#### [EXERCISE DESCRIPTION]
Exactly how many lines below mention "Valley"? Answer with that number alone.

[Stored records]
----

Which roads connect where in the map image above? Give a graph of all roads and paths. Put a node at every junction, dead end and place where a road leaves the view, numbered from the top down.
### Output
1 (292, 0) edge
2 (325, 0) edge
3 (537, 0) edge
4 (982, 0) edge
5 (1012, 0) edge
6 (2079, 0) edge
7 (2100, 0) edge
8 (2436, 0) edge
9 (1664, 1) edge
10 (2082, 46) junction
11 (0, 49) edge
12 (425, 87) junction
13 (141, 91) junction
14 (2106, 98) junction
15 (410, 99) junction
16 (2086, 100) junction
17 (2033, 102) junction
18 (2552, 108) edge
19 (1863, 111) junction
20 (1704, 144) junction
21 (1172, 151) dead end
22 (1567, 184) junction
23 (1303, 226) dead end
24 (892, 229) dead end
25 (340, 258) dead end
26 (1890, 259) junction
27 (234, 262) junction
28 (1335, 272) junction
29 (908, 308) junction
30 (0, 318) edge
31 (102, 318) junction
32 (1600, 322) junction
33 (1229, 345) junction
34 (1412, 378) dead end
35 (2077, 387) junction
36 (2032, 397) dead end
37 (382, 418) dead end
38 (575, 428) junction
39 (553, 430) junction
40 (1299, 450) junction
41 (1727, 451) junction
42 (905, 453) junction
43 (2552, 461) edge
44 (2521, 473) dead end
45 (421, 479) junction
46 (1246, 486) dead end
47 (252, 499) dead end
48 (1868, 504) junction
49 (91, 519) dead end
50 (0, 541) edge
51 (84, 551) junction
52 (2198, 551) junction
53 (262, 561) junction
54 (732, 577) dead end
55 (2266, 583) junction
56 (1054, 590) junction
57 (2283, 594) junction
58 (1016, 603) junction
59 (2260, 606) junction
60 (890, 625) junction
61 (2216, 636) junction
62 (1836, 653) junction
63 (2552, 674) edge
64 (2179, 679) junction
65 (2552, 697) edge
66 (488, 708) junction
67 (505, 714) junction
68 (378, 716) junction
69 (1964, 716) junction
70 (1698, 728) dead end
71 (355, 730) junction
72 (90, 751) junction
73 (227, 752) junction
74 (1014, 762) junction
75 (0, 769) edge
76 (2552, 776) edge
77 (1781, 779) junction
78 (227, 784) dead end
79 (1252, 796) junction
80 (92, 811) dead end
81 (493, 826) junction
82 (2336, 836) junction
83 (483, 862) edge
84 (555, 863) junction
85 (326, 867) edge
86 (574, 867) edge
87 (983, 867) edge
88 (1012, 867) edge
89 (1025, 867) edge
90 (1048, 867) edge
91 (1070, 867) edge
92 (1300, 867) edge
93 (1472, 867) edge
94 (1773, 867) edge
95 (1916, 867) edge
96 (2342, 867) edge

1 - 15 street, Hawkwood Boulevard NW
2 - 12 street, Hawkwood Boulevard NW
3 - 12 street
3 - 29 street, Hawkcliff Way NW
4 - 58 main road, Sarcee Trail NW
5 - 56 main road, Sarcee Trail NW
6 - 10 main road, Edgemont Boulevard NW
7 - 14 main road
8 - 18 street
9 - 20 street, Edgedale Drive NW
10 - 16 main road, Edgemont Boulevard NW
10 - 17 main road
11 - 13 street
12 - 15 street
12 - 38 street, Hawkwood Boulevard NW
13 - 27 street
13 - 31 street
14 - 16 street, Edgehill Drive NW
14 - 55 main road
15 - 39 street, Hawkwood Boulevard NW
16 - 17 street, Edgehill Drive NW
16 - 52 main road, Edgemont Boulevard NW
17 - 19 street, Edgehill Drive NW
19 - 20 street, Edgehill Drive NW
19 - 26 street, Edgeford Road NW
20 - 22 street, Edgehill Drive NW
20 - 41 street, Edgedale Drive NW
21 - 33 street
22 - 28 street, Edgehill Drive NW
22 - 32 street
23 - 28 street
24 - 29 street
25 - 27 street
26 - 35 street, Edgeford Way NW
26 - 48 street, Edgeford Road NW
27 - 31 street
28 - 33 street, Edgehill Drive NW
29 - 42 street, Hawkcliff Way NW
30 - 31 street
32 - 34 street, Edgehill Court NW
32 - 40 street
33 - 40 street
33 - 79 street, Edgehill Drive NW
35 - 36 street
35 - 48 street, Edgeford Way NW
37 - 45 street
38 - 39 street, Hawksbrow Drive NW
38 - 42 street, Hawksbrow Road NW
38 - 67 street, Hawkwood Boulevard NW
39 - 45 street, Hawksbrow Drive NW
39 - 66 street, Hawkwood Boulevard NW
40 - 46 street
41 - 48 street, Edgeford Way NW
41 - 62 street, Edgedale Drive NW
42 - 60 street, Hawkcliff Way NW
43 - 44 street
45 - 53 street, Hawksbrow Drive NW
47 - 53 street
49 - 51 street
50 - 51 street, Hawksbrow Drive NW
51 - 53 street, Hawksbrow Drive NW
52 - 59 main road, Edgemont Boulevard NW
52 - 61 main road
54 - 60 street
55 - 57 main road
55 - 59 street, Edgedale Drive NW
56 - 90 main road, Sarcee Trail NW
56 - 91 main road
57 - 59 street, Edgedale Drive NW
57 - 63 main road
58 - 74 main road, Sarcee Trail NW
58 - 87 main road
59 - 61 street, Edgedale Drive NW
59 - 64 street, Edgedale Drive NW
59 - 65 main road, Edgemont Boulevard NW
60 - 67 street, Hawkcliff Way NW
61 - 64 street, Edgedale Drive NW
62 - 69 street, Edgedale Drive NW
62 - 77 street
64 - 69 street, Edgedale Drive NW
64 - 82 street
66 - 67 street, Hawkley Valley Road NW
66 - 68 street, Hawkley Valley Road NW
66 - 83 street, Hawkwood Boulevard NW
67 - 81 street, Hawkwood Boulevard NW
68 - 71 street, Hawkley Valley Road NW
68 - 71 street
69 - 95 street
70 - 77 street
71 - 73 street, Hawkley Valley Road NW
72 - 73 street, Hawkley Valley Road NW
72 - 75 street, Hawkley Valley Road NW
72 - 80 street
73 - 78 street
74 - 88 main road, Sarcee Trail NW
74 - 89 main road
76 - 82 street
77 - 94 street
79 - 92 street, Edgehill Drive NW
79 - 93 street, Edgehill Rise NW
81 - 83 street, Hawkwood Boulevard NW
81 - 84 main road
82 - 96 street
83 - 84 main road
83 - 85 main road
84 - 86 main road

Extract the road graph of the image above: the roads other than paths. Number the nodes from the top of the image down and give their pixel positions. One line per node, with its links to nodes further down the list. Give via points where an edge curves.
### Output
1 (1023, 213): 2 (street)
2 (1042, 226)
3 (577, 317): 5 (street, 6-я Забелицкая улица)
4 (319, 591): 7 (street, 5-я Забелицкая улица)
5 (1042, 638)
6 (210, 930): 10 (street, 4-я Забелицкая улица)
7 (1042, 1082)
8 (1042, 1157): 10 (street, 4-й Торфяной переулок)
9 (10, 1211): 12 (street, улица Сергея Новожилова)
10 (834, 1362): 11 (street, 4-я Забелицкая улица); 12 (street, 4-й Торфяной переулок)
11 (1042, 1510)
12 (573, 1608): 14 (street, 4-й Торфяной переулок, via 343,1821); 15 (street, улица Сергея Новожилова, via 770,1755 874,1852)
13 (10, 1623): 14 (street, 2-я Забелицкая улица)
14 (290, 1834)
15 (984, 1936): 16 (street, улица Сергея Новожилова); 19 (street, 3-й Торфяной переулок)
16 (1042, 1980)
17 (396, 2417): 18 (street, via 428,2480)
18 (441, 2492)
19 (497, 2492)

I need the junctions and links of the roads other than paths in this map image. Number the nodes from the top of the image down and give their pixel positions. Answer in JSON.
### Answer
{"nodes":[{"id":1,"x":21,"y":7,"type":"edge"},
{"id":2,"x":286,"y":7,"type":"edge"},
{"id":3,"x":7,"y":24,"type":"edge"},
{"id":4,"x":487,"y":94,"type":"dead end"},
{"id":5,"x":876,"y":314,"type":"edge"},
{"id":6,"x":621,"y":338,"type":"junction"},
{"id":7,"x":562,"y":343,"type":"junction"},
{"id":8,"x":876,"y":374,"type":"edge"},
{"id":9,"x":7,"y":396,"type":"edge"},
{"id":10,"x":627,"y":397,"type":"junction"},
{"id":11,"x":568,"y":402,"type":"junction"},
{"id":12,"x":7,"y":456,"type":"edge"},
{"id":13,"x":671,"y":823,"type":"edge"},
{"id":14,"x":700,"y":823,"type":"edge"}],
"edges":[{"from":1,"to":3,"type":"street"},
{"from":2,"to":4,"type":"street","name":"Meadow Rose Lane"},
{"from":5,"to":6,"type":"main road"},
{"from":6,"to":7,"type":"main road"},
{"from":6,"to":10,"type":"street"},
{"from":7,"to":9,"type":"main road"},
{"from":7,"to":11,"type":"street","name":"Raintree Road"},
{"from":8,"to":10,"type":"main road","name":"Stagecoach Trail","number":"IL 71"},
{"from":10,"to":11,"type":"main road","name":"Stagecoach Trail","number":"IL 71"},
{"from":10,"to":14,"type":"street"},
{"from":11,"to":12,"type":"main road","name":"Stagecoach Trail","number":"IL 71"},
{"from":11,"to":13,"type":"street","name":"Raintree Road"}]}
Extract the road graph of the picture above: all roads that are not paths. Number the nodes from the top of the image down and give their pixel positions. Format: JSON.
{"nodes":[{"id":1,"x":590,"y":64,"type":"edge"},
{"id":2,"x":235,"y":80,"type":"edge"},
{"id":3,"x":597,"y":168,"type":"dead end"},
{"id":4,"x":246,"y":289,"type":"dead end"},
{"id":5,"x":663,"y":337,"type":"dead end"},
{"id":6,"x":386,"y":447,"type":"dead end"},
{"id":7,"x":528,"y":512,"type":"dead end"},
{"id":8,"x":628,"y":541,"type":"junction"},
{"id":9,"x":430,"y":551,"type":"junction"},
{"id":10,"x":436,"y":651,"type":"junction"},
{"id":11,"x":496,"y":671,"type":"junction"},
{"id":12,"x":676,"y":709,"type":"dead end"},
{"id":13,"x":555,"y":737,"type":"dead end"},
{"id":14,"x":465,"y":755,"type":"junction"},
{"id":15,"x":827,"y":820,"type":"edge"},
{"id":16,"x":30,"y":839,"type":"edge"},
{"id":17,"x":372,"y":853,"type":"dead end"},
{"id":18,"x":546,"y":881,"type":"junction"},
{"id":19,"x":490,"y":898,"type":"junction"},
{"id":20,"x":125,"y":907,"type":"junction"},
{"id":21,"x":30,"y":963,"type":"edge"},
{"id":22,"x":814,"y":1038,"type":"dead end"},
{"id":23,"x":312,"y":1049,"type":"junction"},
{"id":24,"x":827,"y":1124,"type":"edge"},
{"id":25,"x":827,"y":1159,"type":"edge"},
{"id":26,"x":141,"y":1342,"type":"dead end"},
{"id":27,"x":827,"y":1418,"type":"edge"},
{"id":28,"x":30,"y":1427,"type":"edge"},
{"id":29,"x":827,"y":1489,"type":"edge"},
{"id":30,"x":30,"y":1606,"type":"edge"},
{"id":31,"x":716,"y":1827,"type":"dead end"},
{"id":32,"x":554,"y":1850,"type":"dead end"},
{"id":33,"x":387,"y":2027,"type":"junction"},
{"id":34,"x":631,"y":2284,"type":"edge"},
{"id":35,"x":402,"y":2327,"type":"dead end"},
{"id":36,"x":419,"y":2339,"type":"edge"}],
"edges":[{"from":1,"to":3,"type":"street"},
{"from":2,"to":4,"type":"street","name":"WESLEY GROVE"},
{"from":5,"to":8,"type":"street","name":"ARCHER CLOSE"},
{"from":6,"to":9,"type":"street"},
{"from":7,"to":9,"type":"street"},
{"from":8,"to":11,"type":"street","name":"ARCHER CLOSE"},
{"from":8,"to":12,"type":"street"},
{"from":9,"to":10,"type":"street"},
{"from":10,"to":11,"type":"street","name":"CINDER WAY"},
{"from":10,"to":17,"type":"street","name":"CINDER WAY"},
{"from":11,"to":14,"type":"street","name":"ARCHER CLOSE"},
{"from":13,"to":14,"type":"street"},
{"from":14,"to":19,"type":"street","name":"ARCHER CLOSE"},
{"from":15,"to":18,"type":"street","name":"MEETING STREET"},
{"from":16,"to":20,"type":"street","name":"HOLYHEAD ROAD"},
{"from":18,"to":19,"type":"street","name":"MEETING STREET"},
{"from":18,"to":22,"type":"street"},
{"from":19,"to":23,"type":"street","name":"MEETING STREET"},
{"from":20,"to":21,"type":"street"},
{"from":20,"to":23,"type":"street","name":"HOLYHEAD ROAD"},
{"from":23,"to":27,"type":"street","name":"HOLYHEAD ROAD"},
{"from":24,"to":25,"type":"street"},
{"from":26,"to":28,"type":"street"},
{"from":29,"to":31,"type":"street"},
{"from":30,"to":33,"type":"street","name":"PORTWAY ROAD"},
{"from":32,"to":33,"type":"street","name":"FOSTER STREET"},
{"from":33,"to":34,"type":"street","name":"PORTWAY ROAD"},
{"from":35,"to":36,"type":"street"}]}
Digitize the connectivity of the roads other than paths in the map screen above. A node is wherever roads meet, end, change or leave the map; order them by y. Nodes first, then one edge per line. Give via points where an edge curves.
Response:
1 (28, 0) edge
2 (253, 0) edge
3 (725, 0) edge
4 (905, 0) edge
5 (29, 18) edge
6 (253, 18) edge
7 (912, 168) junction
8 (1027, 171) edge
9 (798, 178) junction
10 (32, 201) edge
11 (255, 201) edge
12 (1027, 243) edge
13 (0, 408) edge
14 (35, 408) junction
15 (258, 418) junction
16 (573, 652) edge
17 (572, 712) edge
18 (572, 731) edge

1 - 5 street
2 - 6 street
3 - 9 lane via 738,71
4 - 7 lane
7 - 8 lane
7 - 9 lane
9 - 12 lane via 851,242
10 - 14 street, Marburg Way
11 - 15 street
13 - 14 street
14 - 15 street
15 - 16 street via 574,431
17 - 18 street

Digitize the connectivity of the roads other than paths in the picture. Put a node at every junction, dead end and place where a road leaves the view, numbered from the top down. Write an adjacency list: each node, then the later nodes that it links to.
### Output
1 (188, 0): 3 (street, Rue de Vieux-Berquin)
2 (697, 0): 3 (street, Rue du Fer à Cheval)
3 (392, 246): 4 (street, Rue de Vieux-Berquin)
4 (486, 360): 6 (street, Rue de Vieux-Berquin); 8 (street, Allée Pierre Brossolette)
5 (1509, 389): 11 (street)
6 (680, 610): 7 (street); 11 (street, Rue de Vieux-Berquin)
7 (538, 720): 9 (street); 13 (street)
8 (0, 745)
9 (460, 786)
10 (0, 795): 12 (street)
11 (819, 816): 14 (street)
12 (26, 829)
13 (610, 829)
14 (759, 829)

----

#### [REPLY TO THE TASK]
6